=== Recorded data ===

"""

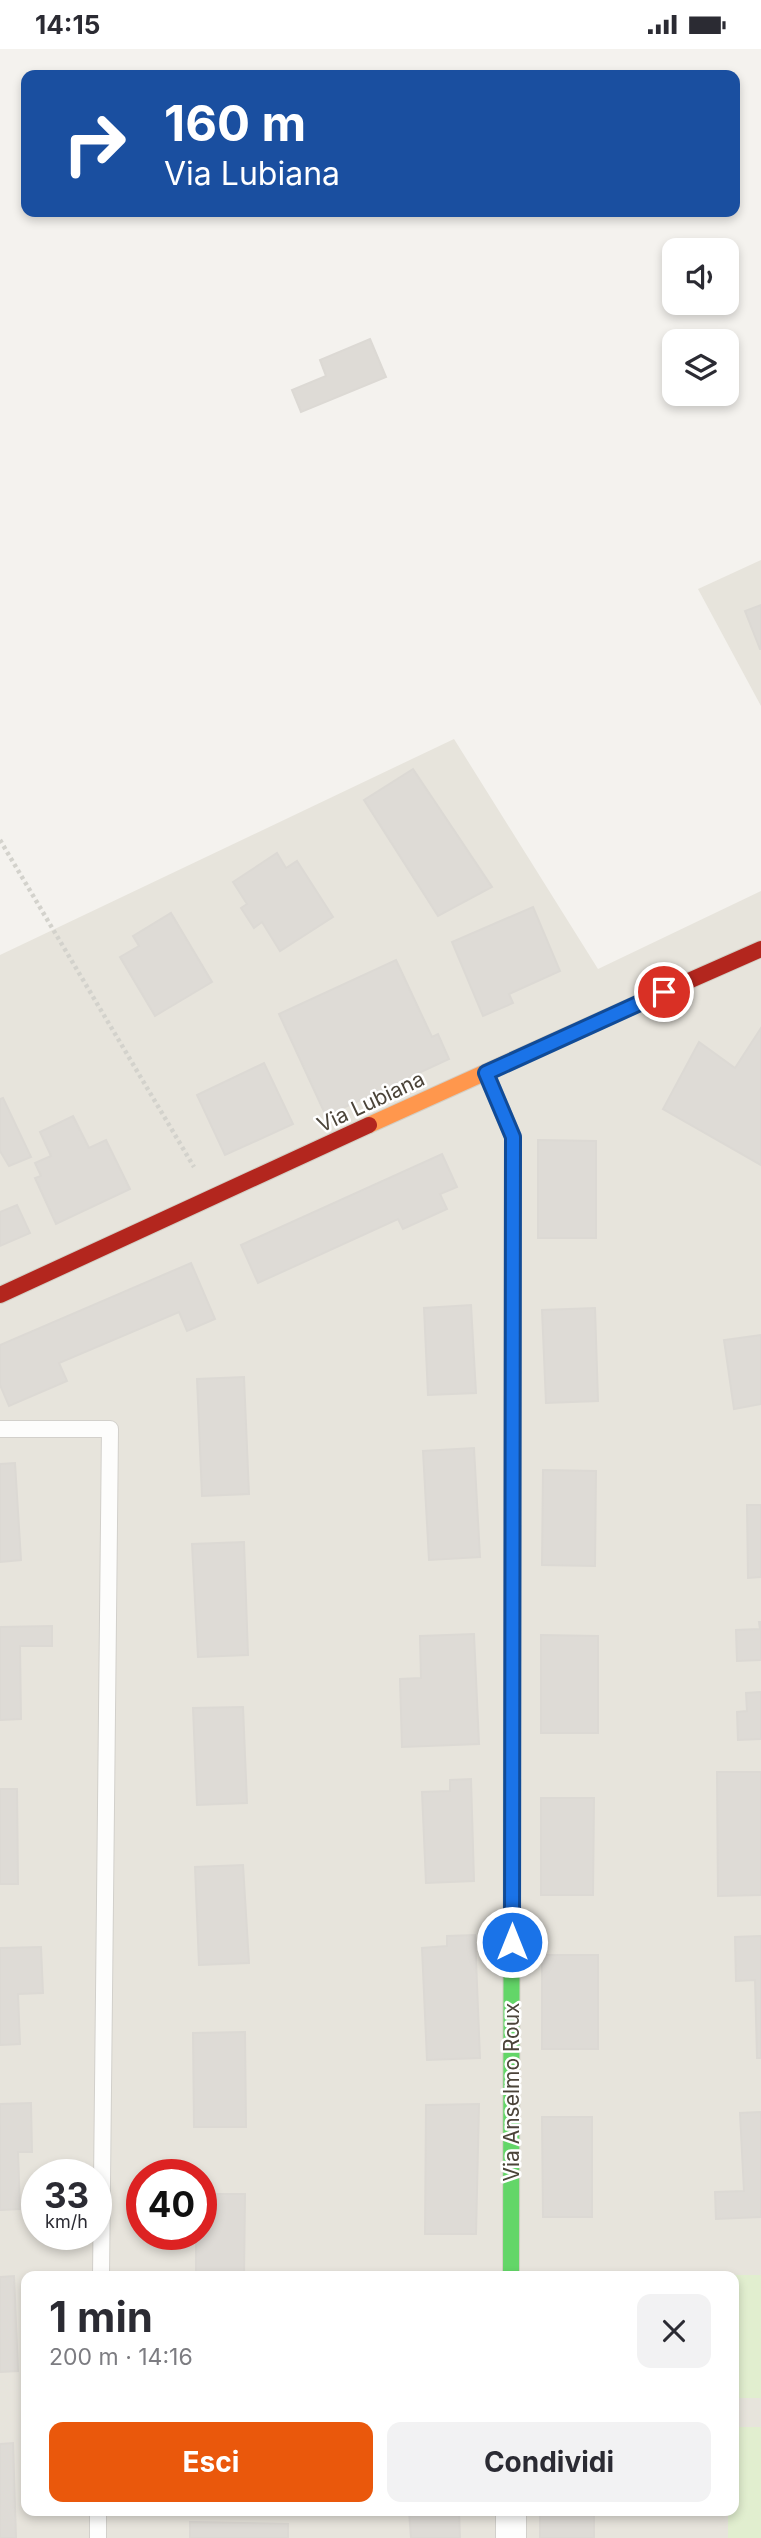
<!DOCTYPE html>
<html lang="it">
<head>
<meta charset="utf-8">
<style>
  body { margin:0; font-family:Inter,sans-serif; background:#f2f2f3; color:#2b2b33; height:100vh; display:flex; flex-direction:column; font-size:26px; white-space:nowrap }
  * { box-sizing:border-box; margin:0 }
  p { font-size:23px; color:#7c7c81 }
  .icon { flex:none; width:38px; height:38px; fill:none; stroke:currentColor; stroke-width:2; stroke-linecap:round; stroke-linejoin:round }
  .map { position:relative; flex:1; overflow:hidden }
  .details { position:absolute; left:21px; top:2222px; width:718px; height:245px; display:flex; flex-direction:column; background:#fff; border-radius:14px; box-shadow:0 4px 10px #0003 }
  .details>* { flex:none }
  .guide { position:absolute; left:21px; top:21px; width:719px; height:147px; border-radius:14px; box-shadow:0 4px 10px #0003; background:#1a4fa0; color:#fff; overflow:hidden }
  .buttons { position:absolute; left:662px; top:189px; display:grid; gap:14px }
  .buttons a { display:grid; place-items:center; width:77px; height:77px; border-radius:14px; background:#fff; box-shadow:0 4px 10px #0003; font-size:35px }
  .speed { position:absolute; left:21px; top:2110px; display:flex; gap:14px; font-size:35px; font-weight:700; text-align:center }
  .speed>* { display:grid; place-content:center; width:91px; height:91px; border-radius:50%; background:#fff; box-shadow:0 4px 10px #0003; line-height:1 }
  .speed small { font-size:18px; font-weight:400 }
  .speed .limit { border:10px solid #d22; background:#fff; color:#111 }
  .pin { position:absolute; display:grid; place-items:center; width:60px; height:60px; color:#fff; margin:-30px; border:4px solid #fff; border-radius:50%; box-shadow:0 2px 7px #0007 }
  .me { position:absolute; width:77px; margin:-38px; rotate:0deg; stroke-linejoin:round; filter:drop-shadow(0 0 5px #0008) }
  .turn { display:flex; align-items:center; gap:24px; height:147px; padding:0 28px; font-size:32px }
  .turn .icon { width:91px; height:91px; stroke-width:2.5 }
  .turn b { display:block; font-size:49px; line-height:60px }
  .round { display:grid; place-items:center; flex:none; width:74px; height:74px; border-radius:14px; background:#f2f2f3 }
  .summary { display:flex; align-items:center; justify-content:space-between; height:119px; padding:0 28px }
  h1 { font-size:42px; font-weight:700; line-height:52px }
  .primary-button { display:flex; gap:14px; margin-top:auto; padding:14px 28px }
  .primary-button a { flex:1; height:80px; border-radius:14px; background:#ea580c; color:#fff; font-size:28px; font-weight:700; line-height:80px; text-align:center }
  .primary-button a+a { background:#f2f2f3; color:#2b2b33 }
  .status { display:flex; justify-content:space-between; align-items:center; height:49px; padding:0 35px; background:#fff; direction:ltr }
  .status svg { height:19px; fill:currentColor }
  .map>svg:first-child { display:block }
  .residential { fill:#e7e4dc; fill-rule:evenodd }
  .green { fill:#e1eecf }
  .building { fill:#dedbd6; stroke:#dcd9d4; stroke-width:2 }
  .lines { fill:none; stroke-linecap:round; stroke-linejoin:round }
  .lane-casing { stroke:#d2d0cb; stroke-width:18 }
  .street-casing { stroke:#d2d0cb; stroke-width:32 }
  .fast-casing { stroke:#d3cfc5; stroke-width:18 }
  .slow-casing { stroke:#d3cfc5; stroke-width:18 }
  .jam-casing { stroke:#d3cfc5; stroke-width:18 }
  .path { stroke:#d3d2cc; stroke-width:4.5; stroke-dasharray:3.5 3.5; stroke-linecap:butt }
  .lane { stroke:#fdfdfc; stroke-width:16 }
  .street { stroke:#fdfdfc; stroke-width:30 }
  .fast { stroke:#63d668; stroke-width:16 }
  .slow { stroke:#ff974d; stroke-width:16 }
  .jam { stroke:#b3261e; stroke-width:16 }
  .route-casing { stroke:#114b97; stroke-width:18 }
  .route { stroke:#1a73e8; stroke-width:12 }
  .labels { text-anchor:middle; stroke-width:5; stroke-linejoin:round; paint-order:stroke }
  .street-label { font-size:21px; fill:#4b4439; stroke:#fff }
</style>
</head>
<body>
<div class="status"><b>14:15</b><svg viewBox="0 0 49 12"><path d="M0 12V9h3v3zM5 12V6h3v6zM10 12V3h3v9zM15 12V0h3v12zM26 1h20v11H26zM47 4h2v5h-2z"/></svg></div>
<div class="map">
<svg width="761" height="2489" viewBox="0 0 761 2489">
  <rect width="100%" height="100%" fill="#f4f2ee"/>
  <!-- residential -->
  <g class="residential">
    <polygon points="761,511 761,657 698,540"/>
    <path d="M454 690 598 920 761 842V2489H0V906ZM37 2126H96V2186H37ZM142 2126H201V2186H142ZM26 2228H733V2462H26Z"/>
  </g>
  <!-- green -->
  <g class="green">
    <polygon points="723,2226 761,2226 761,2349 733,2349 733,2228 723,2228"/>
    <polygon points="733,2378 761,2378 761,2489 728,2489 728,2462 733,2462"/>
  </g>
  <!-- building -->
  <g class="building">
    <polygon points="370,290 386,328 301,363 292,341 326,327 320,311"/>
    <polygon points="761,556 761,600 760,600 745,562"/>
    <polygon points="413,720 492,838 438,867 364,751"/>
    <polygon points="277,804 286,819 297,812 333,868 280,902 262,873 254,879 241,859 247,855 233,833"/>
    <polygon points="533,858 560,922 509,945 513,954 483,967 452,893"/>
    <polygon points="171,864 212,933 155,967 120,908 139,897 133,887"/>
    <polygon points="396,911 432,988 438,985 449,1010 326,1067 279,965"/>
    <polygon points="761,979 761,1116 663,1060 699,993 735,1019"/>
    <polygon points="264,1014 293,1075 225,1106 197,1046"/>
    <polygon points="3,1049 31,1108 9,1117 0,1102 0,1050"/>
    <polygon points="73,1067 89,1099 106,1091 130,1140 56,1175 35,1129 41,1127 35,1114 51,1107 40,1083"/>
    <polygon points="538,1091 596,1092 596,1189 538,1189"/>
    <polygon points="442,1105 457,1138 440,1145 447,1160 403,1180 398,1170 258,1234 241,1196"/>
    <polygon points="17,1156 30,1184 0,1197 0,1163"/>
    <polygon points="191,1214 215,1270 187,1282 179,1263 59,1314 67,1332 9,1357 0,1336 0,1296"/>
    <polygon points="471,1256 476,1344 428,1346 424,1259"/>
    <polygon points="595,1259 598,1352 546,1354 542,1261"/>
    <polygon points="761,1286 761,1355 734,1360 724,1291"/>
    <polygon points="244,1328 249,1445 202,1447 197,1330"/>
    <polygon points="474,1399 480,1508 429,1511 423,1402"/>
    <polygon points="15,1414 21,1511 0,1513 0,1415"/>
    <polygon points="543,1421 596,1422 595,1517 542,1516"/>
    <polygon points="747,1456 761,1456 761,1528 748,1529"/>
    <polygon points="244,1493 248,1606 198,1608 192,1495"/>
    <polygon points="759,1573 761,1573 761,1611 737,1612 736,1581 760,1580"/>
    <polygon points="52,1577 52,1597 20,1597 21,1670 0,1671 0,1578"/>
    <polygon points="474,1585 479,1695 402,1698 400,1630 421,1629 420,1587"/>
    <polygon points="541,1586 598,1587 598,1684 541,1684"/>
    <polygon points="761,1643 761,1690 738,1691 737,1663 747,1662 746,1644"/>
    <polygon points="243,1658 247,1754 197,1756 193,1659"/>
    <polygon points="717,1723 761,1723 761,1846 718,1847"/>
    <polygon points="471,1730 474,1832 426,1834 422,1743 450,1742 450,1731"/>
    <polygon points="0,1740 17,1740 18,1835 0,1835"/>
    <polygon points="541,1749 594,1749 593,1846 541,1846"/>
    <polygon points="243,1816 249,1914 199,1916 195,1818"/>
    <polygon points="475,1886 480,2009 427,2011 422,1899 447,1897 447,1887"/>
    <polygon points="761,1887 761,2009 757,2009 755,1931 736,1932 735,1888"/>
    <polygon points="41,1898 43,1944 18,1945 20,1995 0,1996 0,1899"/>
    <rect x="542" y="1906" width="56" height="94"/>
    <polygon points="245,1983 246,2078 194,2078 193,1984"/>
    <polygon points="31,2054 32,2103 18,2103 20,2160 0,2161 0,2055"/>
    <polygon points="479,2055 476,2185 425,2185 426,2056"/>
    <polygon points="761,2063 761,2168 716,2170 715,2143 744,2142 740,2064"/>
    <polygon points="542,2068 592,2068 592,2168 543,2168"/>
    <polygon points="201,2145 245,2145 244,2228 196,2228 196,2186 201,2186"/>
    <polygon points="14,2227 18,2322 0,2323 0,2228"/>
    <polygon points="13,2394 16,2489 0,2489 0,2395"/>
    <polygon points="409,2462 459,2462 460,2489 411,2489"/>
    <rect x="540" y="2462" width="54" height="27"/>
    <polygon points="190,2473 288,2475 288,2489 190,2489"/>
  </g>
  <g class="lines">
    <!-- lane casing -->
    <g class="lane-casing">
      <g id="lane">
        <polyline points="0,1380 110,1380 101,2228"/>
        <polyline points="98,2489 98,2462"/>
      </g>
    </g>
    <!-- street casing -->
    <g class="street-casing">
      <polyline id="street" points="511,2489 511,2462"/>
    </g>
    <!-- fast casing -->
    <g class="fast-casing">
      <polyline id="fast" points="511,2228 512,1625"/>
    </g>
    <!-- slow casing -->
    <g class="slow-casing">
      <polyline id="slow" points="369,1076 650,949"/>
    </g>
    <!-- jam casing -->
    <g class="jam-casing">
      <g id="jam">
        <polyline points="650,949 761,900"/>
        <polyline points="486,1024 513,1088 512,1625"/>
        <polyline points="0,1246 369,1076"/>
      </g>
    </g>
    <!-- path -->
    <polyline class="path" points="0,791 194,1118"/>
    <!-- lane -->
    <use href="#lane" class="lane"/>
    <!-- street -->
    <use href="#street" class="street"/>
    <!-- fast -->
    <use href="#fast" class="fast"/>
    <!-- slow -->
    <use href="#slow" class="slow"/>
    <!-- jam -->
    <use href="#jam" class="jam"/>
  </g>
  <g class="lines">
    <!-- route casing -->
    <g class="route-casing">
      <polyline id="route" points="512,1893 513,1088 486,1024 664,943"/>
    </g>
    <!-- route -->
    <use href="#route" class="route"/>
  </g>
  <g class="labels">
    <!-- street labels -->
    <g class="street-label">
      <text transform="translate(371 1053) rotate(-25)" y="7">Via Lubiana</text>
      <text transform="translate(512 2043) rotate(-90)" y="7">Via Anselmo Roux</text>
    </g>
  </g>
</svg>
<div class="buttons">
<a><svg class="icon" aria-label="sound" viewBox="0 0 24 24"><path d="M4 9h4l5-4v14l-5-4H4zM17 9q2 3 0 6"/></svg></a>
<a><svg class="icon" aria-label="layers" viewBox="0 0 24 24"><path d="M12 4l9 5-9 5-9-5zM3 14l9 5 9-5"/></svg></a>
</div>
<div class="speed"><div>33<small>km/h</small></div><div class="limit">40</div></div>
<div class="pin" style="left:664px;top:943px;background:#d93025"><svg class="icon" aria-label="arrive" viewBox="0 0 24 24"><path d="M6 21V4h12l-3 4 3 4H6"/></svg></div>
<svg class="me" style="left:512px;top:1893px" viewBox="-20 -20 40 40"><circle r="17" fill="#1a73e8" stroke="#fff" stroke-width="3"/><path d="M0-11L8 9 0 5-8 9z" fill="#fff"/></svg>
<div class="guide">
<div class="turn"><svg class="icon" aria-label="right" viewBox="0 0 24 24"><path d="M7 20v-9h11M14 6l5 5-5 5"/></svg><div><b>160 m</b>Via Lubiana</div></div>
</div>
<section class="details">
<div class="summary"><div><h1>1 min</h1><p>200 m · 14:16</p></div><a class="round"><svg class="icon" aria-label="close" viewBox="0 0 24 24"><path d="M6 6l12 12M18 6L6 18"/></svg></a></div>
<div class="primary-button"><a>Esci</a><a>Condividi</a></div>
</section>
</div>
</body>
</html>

"""

=== Task instructions ===
Please copy every line in the entries where "solid" appears.

=== Response ===
  .speed .limit { border:10px solid #d22; background:#fff; color:#111 }
  .pin { position:absolute; display:grid; place-items:center; width:60px; height:60px; color:#fff; margin:-30px; border:4px solid #fff; border-radius:50%; box-shadow:0 2px 7px #0007 }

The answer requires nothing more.